**Work item**
Among the entries below, find every line that contains the string "Panglima", then copy it.

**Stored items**
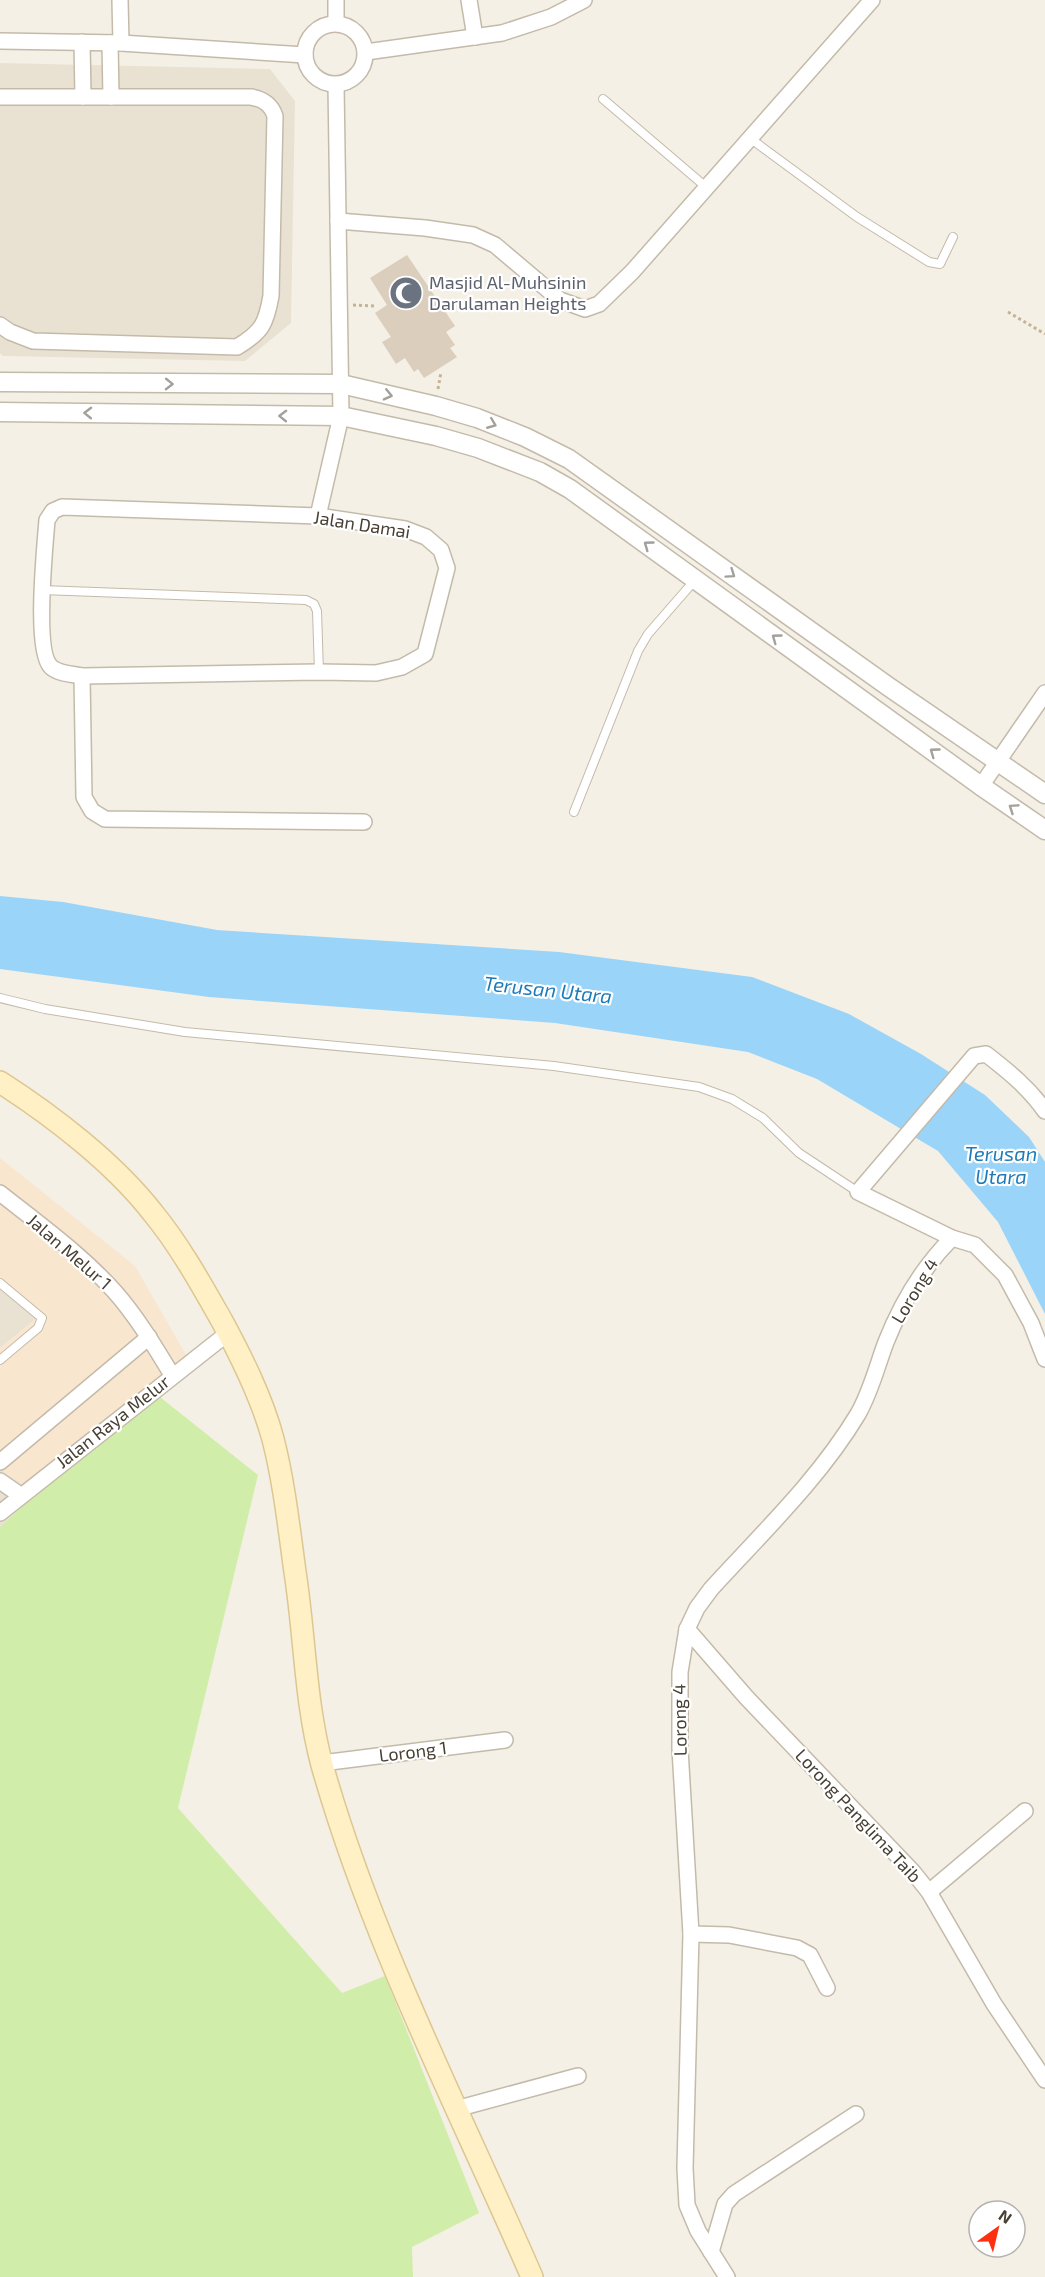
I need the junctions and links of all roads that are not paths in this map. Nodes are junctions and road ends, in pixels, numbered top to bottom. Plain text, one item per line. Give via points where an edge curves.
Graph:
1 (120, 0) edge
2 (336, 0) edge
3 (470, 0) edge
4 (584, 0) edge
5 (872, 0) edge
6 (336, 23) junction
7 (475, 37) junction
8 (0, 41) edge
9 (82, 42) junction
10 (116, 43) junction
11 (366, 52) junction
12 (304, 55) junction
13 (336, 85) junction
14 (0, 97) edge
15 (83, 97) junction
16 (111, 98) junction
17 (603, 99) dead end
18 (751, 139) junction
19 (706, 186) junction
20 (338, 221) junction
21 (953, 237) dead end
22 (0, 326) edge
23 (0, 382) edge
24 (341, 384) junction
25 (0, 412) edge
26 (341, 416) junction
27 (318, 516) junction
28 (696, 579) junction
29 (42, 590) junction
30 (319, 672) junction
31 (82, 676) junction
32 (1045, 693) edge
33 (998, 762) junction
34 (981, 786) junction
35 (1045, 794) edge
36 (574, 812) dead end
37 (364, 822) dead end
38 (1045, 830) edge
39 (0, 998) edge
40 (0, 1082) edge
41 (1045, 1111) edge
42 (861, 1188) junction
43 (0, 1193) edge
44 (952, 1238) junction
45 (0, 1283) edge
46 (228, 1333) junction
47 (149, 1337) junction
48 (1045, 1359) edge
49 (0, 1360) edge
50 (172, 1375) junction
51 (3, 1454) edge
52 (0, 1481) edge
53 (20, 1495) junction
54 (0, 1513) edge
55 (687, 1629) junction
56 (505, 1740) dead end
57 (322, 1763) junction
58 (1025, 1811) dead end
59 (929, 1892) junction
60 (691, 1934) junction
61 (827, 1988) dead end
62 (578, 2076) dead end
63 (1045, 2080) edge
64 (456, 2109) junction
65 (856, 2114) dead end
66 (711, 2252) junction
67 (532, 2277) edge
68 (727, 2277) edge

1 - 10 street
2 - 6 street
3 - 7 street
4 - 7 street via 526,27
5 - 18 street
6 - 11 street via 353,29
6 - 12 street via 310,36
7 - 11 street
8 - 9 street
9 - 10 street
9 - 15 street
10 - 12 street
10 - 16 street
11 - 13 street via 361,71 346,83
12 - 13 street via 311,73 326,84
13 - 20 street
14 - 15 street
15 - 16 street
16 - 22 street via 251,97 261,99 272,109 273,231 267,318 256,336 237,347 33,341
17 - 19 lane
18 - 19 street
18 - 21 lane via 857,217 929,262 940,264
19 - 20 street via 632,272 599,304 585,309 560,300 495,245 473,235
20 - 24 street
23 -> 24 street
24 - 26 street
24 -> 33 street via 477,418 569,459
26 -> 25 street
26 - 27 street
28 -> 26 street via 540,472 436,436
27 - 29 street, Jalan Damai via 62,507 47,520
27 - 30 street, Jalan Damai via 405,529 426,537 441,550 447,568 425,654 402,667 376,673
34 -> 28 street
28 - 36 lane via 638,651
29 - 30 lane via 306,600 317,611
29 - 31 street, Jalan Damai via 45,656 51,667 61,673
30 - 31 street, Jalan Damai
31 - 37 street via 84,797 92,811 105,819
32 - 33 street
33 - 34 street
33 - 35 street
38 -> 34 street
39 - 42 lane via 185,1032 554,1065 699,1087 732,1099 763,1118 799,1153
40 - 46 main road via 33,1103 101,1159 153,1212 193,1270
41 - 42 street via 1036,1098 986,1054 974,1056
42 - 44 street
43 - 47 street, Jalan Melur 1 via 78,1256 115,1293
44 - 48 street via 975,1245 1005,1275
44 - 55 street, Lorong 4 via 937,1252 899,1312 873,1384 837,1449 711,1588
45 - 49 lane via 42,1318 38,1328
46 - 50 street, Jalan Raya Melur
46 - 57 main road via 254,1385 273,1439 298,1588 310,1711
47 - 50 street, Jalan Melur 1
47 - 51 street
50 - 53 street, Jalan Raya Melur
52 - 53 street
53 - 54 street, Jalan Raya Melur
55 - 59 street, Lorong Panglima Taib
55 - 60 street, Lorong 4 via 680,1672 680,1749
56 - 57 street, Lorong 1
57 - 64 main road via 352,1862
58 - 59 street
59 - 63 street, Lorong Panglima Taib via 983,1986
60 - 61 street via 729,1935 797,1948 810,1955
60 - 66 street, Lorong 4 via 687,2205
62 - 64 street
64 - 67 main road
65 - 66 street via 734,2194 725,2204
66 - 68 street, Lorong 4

**Result**
55 - 59 street, Lorong Panglima Taib
59 - 63 street, Lorong Panglima Taib via 983,1986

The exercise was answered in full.